Objective: To examine intervention preferences of primary care patients who recently screened positive for tobacco use and at-risk drinking.

Methods: Primary care patients who screened positive for recent tobacco use and at-risk drinking were eligible to participate in a one-time telephone-based survey conducted from August 2015 to December 2015. The survey asked questions about how willingness to engage in an intervention in integrated primary care was influenced by the described format and focus of the intervention. Data from patients who smoked cigarettes and met criteria for at-risk drinking in the last 30 days (N = 53) were included in the analyses.

Results: Participants reported that they would be more willing to engage in an intervention focused on helping them reduce their risk of medical problems than in services focused specifically on discussing cigarette or alcohol use (P = .00). Participants did not indicate a preference related to whether the intervention was delivered during a primary care appointment, immediately following a primary care appointment, or as a scheduled follow-up (P = .693).

Conclusions: Patients may be more willing to engage in a behavior intervention when general health is emphasized over a focus specifically on tobacco or alcohol use. Patients were equally receptive to receiving brief interventions in several different formats available within an integrated primary care setting.

Prim Care Companion CNS Disord 2017;19(6):17m02209

https://doi.org/10.4088/PCC.17m02209

aRalph H. Johnson VA Medical Center, Charleston, South Carolina

bDepartment of Psychiatry and Behavioral Sciences, Medical University of South Carolina, Charleston, South Carolina

cVA Center for Integrated Healthcare, VA Western New York Healthcare System, Buffalo, New York

dVA Center for Integrated Healthcare, VA Western New York Healthcare System, Syracuse, New York

eDepartment of Psychology, Syracuse University, Syracuse, New York

fDepartment of Psychiatry, University of Rochester, Rochester, New York

*Corresponding author: Jennifer M. Wray, PhD, Ralph H. Johnson VA Medical Center, 109 Bee St, Charleston, SC 29401 (jennifer.wray@va.gov).
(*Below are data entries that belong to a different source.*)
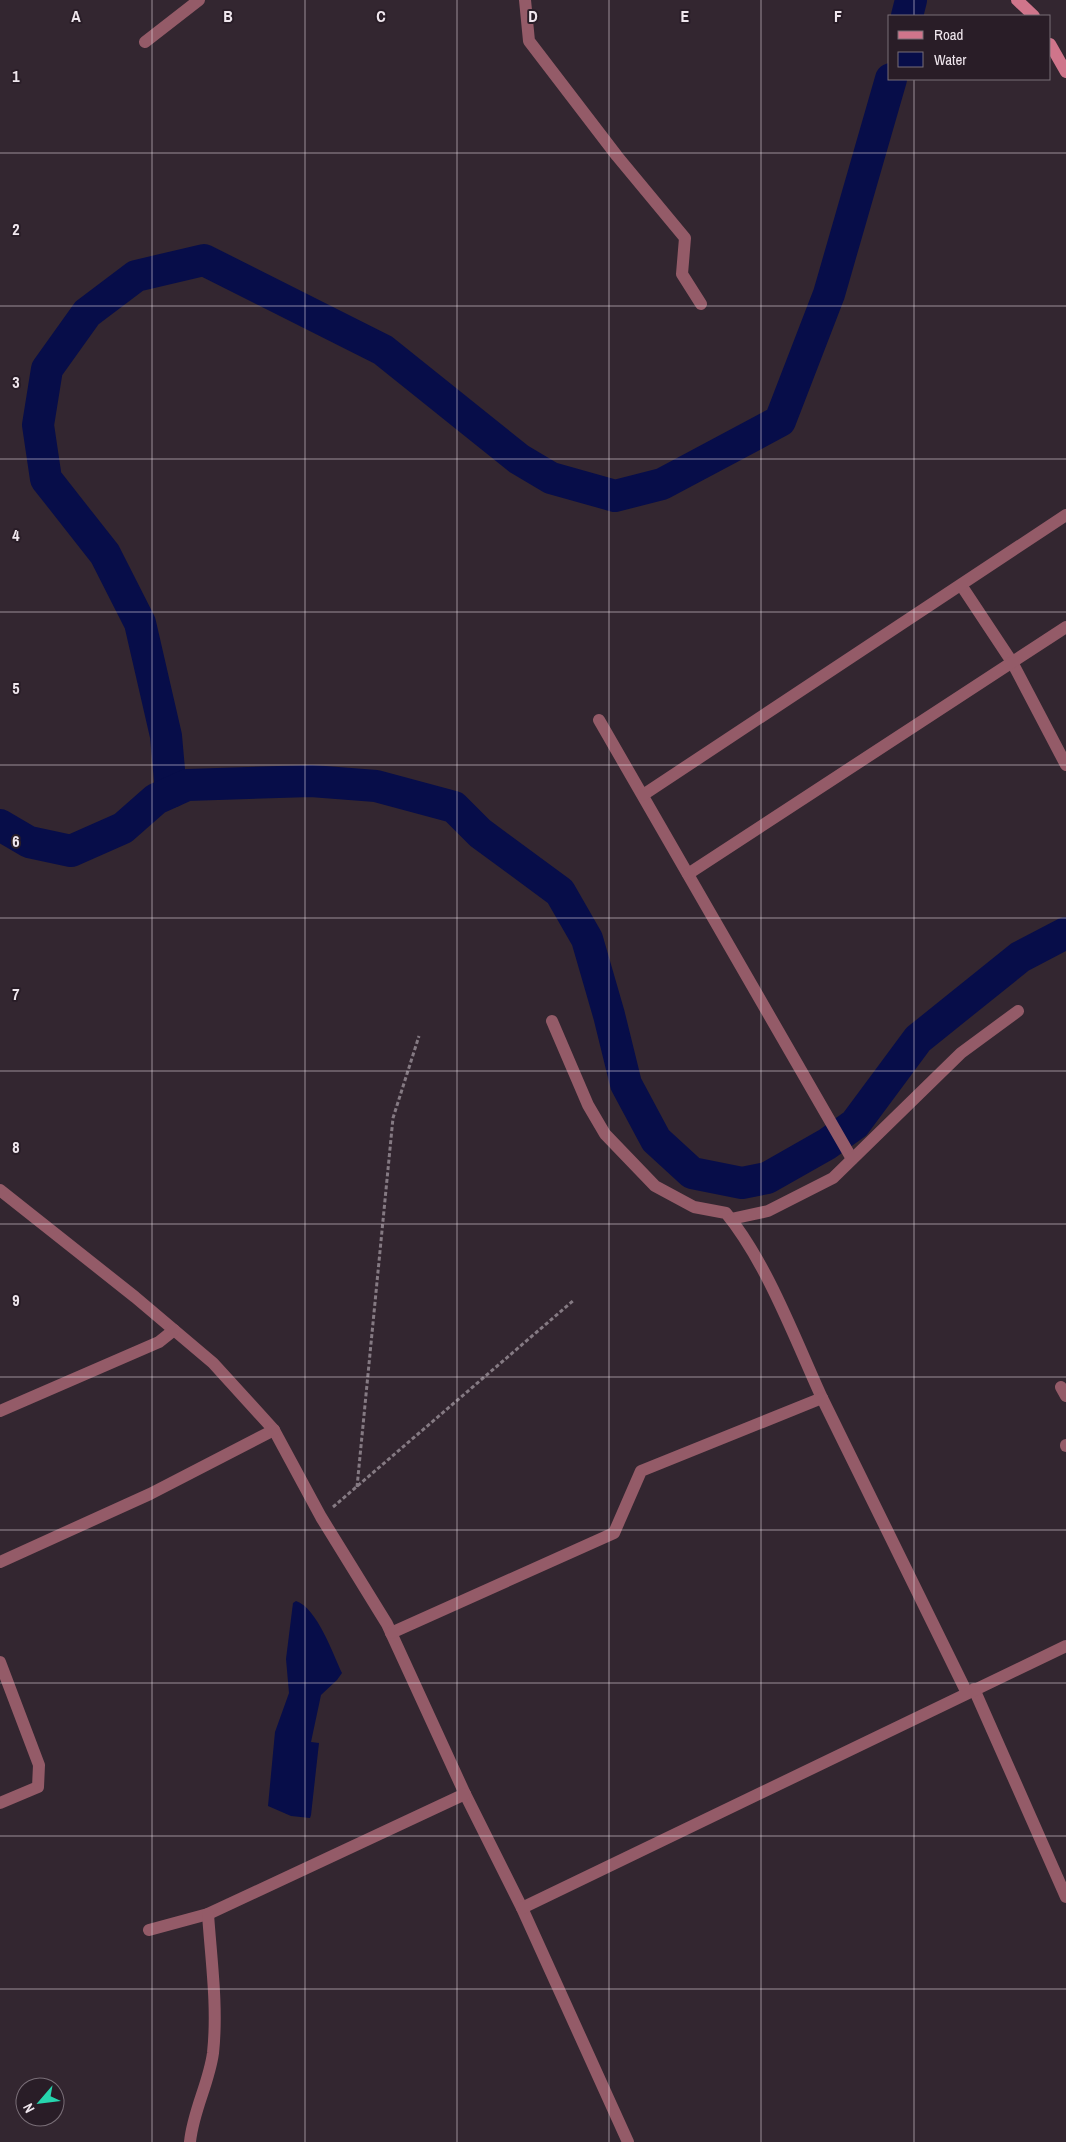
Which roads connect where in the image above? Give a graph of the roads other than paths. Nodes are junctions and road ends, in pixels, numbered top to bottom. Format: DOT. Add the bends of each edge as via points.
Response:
graph roads {
  1 [pos="199,0"];
  2 [pos="525,0"];
  3 [pos="1017,0"];
  4 [pos="1033,15"];
  5 [pos="144,42"];
  6 [pos="1051,46"];
  7 [pos="1066,72"];
  8 [pos="701,304"];
  9 [pos="1066,516"];
  10 [pos="961,586"];
  11 [pos="1066,627"];
  12 [pos="1012,662"];
  13 [pos="600,720"];
  14 [pos="1066,765"];
  15 [pos="643,795"];
  16 [pos="688,874"];
  17 [pos="1018,1011"];
  18 [pos="552,1021"];
  19 [pos="852,1159"];
  20 [pos="0,1190"];
  21 [pos="731,1219"];
  22 [pos="174,1330"];
  23 [pos="822,1398"];
  24 [pos="0,1411"];
  25 [pos="274,1430"];
  26 [pos="0,1562"];
  27 [pos="391,1633"];
  28 [pos="1066,1646"];
  29 [pos="0,1662"];
  30 [pos="970,1691"];
  31 [pos="465,1794"];
  32 [pos="0,1803"];
  33 [pos="1066,1897"];
  34 [pos="522,1908"];
  35 [pos="208,1914"];
  36 [pos="149,1930"];
  37 [pos="190,2142"];
  38 [pos="628,2142"];
  1 -- 5 [label="street"];
  2 -- 8 [label="street" via="529,41 685,238 682,274"];
  3 -- 4 [label="street"];
  6 -- 7 [label="street"];
  9 -- 10 [label="street"];
  10 -- 12 [label="street"];
  10 -- 15 [label="street"];
  11 -- 12 [label="street"];
  12 -- 14 [label="street"];
  12 -- 16 [label="street"];
  13 -- 15 [label="street"];
  15 -- 16 [label="street"];
  16 -- 19 [label="street"];
  17 -- 19 [label="street" via="961,1053"];
  18 -- 21 [label="street" via="588,1105 605,1134 655,1186 694,1207 726,1213"];
  19 -- 21 [label="street" via="833,1178 768,1211"];
  20 -- 22 [label="street"];
  21 -- 23 [label="street" via="770,1287"];
  22 -- 24 [label="street" via="159,1342"];
  22 -- 25 [label="street" via="213,1363"];
  23 -- 27 [label="street" via="641,1471 614,1533"];
  23 -- 30 [label="street"];
  25 -- 26 [label="street" via="150,1494"];
  25 -- 27 [label="street" via="321,1518"];
  27 -- 31 [label="street"];
  28 -- 30 [label="street"];
  29 -- 32 [label="street" via="39,1765 38,1787"];
  30 -- 33 [label="street"];
  30 -- 34 [label="street"];
  31 -- 34 [label="street"];
  31 -- 35 [label="street"];
  34 -- 38 [label="street"];
  35 -- 36 [label="street"];
  35 -- 37 [label="street" via="213,2045"];
}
Integrated primary care settings, or those that offer both medical and behavioral health services,1 are well equipped to offer interventions focused on health behavior change. By definition, these clinics staff behavioral health providers who work as part of the primary care team and assist with the behavioral and mental health concerns of patients. While available for assistance with health behavior change, behavioral health providers are underutilized for this purpose and more routinely provide interventions for concerns such as depression and anxiety.2 Input from patients who could benefit from health behavior change interventions may help increase rates at which these types of interventions are received in primary care, as consideration of patient preferences enhances treatment engagement, retention, and adherence to medical recommendations.3

Tobacco use and at-risk drinking are among the leading causes of preventable death in the United States4 and are modifiable risk factors of a multitude of health problems. Fortunately, evidence-based brief interventions for patients motivated to change tobacco or alcohol use (such as the 5-As: Ask, Advise, Assess, Assist, and Arrange5) and for those not yet ready to change (eg, motivational interviewing6) can be provided by behavioral health providers in primary care settings.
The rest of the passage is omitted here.